– Куча проблем! У меня, благодаря тебе. Нет, спасибо, что спасла! Но теперь ты пытаешься втянуть меня в еще большее болото, откуда ни ты, ни я не выберемся. Второе гетто, говоришь? – я киваю. – Так я его не знаю!

О чем он говорит?

– Поясни!

– Я вырос здесь. Мой отец работал мусорщиком и вывозил мусор из центра на окраину. Я знаю здесь каждый угол. Но второе гетто… это уже чужая для меня территория. Прости, кажется, я тебе не помощник.

– Струсил?

– Нет. Просто, не вижу смысла в напрасной смерти! – говорит мне правду Никс.

Мои планы рушатся как карточный домик, который я даже не успела достроить.

– У Ксандера есть не просто деньги. У него есть драгоценные камни. Есть все то, что можно забрать себе, когда я убью его!

– Продолжай, – зажигается азарт в глазах парня. Я мысленно аплодирую.

– Он не из тех, кто живет напоказ. Эти сокровища нигде не значатся и никем не учтены. Как считаешь, это достаточно веская причина лезть в то «болото»?

– Вполне.

– Нам надо как можно быстрее уходить отсюда.

– Будут гости?

– Да.

– И они явно будут не ко мне, – кивает сам себе Никс.

– Верно!

– Тогда, быстрее тащи одежду. Я не горю желанием с ними познакомиться!

После трех месяцев скитаний, у меня появляется нужная мне дорожка.
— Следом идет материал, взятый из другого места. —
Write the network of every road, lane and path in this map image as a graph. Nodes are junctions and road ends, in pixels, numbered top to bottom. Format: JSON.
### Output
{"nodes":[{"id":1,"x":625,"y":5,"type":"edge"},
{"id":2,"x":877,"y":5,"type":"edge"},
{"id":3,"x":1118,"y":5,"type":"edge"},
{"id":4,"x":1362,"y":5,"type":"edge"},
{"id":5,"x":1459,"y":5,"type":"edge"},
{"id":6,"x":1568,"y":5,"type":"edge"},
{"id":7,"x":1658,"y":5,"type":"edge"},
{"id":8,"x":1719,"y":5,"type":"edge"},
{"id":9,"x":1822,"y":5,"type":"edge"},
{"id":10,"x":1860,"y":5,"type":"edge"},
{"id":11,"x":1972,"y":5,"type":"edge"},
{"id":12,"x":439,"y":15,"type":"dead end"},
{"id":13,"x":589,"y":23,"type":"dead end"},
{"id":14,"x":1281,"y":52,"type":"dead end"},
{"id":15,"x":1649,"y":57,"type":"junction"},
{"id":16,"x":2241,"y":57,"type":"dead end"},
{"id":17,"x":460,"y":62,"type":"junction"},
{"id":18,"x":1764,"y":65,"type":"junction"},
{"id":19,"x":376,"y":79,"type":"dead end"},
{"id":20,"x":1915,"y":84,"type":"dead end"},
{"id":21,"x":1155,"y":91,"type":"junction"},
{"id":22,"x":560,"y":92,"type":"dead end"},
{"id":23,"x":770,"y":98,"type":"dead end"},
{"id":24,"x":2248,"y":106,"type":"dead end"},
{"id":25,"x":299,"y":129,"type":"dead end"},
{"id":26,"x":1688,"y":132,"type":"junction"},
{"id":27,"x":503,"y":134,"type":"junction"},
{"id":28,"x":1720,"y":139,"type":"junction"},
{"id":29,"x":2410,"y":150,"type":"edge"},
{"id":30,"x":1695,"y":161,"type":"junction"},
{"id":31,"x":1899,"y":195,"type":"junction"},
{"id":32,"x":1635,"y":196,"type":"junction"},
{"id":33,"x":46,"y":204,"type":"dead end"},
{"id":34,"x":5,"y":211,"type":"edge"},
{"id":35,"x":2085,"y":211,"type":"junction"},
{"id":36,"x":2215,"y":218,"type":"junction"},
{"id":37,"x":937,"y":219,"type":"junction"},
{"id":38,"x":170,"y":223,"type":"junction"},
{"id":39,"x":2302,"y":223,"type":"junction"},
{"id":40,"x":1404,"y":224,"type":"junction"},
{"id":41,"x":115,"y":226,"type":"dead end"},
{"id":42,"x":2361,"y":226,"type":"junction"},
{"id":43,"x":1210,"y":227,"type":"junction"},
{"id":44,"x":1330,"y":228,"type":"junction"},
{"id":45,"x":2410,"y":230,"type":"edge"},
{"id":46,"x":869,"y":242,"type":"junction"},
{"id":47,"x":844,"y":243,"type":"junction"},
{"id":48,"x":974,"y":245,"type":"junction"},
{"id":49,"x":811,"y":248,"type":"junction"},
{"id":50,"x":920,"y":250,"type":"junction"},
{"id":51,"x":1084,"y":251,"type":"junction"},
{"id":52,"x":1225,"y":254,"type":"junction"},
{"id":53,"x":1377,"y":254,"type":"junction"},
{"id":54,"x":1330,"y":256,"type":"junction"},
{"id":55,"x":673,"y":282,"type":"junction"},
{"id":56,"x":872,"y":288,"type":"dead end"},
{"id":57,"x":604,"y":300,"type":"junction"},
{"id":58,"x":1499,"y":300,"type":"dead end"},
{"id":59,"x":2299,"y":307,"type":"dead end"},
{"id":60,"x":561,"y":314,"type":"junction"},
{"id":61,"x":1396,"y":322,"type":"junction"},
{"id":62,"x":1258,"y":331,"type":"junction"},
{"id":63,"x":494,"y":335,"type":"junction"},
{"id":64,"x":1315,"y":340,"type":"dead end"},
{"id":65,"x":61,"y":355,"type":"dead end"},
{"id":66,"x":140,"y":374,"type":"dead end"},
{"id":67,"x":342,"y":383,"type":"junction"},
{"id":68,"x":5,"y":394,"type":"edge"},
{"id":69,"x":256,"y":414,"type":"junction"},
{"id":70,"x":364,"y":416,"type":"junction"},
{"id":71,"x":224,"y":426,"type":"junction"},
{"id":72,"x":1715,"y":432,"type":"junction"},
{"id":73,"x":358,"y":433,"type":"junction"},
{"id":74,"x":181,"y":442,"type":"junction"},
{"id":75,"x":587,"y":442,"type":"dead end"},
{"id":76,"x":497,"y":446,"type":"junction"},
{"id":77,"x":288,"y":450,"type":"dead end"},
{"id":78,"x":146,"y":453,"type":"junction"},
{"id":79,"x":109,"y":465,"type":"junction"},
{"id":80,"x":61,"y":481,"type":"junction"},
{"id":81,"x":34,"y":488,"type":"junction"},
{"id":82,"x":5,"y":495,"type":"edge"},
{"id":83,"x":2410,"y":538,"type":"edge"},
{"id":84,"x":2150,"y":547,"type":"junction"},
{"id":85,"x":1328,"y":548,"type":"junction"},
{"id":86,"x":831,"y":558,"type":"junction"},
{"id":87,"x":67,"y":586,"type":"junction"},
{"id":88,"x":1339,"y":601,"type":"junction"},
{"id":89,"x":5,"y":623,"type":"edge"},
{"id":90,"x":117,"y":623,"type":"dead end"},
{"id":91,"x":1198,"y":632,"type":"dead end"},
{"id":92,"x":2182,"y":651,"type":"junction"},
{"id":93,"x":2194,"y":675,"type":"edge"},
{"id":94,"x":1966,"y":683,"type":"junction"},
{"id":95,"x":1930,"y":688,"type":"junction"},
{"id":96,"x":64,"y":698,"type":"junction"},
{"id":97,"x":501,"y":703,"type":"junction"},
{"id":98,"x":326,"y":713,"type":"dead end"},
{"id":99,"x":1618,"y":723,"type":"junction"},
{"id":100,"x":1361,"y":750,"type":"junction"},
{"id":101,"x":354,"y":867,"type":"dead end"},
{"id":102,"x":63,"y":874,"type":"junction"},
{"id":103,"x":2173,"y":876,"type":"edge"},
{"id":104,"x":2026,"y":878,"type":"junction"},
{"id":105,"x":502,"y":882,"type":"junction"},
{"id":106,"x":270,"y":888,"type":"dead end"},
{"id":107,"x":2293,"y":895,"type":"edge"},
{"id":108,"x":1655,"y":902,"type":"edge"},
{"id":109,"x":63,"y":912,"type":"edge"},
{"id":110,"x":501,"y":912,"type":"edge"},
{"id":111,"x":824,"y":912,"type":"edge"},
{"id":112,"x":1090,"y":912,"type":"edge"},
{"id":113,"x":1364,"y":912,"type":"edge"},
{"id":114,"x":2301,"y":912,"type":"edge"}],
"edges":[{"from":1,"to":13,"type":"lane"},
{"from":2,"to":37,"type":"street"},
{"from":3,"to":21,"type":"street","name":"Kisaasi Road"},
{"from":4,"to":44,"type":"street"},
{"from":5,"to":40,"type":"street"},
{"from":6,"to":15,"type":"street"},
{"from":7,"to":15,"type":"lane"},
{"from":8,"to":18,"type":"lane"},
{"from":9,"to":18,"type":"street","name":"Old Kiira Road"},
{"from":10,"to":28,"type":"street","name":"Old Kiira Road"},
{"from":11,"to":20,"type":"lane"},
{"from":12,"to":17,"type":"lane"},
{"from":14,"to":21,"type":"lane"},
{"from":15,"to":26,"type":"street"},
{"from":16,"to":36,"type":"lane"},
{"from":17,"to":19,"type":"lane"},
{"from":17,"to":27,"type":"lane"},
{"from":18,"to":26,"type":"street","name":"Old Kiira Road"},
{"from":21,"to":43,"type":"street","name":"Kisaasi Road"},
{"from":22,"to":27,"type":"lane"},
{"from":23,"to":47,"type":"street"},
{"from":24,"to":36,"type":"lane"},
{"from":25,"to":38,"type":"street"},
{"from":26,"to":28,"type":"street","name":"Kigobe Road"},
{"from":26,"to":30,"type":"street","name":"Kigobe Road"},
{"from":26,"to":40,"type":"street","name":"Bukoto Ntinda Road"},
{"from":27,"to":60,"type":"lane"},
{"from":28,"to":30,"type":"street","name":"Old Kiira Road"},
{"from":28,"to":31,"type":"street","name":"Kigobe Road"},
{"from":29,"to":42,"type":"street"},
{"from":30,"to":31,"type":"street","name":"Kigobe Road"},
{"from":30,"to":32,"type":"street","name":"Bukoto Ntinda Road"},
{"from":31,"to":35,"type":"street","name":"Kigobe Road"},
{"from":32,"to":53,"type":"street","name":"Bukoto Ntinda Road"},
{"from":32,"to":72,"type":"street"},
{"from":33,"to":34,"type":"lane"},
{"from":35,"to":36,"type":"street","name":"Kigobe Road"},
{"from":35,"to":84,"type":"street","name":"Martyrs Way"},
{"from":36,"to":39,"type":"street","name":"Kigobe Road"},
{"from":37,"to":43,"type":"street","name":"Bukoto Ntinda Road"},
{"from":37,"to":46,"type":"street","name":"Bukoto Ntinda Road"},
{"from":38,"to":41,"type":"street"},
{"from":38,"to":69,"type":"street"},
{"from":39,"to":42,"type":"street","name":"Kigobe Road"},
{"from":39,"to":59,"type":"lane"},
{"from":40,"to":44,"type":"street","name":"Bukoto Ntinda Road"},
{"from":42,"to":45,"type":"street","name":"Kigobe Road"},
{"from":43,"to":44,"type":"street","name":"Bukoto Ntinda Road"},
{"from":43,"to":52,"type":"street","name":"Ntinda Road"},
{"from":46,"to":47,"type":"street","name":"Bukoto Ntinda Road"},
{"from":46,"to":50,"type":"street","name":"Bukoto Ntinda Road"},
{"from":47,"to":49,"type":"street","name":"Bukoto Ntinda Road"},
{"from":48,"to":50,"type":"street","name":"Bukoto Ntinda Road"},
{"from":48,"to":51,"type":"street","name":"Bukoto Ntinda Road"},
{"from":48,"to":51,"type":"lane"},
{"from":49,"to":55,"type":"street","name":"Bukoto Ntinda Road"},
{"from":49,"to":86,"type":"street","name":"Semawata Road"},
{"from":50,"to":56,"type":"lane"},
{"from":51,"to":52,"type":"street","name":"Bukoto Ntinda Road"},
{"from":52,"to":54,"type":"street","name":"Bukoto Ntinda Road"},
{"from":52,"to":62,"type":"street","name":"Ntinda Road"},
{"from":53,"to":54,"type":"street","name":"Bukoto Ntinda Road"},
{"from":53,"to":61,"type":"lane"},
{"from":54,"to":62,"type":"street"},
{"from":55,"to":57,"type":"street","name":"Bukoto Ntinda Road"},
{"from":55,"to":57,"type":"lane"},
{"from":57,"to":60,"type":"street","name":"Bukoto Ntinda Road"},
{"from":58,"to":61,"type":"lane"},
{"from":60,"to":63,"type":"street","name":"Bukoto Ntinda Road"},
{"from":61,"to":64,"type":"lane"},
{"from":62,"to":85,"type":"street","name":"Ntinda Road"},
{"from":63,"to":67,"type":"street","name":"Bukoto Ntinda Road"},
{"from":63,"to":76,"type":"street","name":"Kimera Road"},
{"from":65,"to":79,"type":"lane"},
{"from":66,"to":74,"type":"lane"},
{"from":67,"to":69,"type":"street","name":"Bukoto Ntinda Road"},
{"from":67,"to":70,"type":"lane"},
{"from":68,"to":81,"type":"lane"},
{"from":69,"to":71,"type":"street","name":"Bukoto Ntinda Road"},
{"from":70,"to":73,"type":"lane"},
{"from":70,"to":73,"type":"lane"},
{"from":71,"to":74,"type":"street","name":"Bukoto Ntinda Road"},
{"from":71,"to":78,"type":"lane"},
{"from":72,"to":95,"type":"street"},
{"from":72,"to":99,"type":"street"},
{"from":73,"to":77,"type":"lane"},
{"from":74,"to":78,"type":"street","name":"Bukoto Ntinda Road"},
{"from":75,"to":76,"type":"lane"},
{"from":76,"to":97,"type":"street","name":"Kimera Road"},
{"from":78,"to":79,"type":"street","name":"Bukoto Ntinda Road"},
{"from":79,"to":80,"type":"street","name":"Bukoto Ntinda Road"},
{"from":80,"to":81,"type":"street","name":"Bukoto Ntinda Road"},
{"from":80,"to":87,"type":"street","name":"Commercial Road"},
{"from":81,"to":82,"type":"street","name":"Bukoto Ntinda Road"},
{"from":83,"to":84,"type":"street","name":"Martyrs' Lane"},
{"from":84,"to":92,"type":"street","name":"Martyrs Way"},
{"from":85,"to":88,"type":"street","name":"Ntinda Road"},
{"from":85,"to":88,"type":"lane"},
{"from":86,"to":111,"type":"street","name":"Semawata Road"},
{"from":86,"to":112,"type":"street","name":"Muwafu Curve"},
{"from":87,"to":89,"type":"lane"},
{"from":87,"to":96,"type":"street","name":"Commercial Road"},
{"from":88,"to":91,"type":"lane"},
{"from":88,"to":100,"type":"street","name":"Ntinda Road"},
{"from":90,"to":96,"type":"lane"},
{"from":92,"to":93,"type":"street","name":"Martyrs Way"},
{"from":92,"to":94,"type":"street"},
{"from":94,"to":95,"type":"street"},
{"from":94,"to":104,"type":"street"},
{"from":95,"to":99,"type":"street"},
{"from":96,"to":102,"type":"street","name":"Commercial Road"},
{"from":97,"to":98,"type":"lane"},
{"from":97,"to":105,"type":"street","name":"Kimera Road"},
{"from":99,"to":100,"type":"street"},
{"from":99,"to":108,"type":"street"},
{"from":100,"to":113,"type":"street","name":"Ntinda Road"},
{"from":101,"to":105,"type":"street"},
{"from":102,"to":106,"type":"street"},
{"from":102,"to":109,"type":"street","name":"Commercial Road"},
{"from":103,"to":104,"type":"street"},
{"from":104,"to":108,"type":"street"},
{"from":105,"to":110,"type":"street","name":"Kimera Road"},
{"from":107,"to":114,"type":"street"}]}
Та дорога, что выведет меня к моей цели.

Я быстро преодолеваю коридор.

* * *

Мы находим пристанище на самой окраине первого гетто. Перейти тоннель сейчас невозможно – ночью переходят те, кому есть, что скрывать. Но у этих людей, обычно, есть деньги, которыми можно прикрыть глаза охране и допускающему контролю. У нас с Никсом их нет.

– Куда ты дел деньги, что украл у Роверса? – расстилаю я дырявую циновку на холодном полу заброшенного дома. Тот уже ушел в землю и его окна касаются земли.

– Отдал тем, кто нуждался в них.

– И кто же это был?

– Больница окраины. Ее больные. – трудится Никс над разведением костра в маленькой печи. Об электричестве в этом месте не идет и речи. – Там погиб мой отец. Он так долго и честно работал, а когда ему нужна была операция и кровь для переливания, то в этой больнице ничего не нашлось.

– И ты отдал им деньги, чтобы они могли закупить все необходимое?

– Да. Знаешь, что мне больше всего хотелось тогда? В тот момент, когда мой отец был при смерти? – поворачивается Никс ко мне. Его заплывшее лицо освещается тонким светом от костерка, что ему удается разжечь.

– Что же?

– Чтобы нашу стену прорвали хладные и перебили всех тех, кто прячется от них за стеной!

– Считаешь их справедливыми? Думаешь, они бы не тронули тех, кто живет на окраине?

– Нет, не то чтобы… я знаю, что и здесь есть много тварей, которые заслуживают смерти не меньше, чем центровые. И также знаю, что и в центре еще остались нормальные люди. Их немного, но они есть.

– Не уверена в этом, – отрицательно машу я головой. Подношу руки к огню и грею их: ночи опускаются с пронизывающим холодом.

– Жаль. Надежда, а кем ты считаешь себя?

– Дочерью своего отца! – с вызовом отвечаю я, намекая, что разговор окончен.

– Твоя история становится популярной среди людей. И все больше становится тех, кто не считает тебя чудовищем, а Ксандера – спасителем от тебя.

– Ты не видел, что я могу утворить в гневе, – со вздохом признаюсь я Никсону.

Он ничуть не смущается и улыбается мне той улыбкой, какой позволяет ему разбитая губа и синяк на щеке. Кривится и тут же хватается за ушибленное место, чтобы убаюкать его.

– Пора спать. Нужно отдохнуть, чтобы завтра хватило сил перейти через тоннель.

– Уже завтра? – укладывается на покосившуюся лавку Никс.

– Да. Медлить – это приглашать свою смерть… в моей ситуации.

– Тогда, наши ситуации схожи, – уже зевая соглашается он со мной и отворачивается к стенке.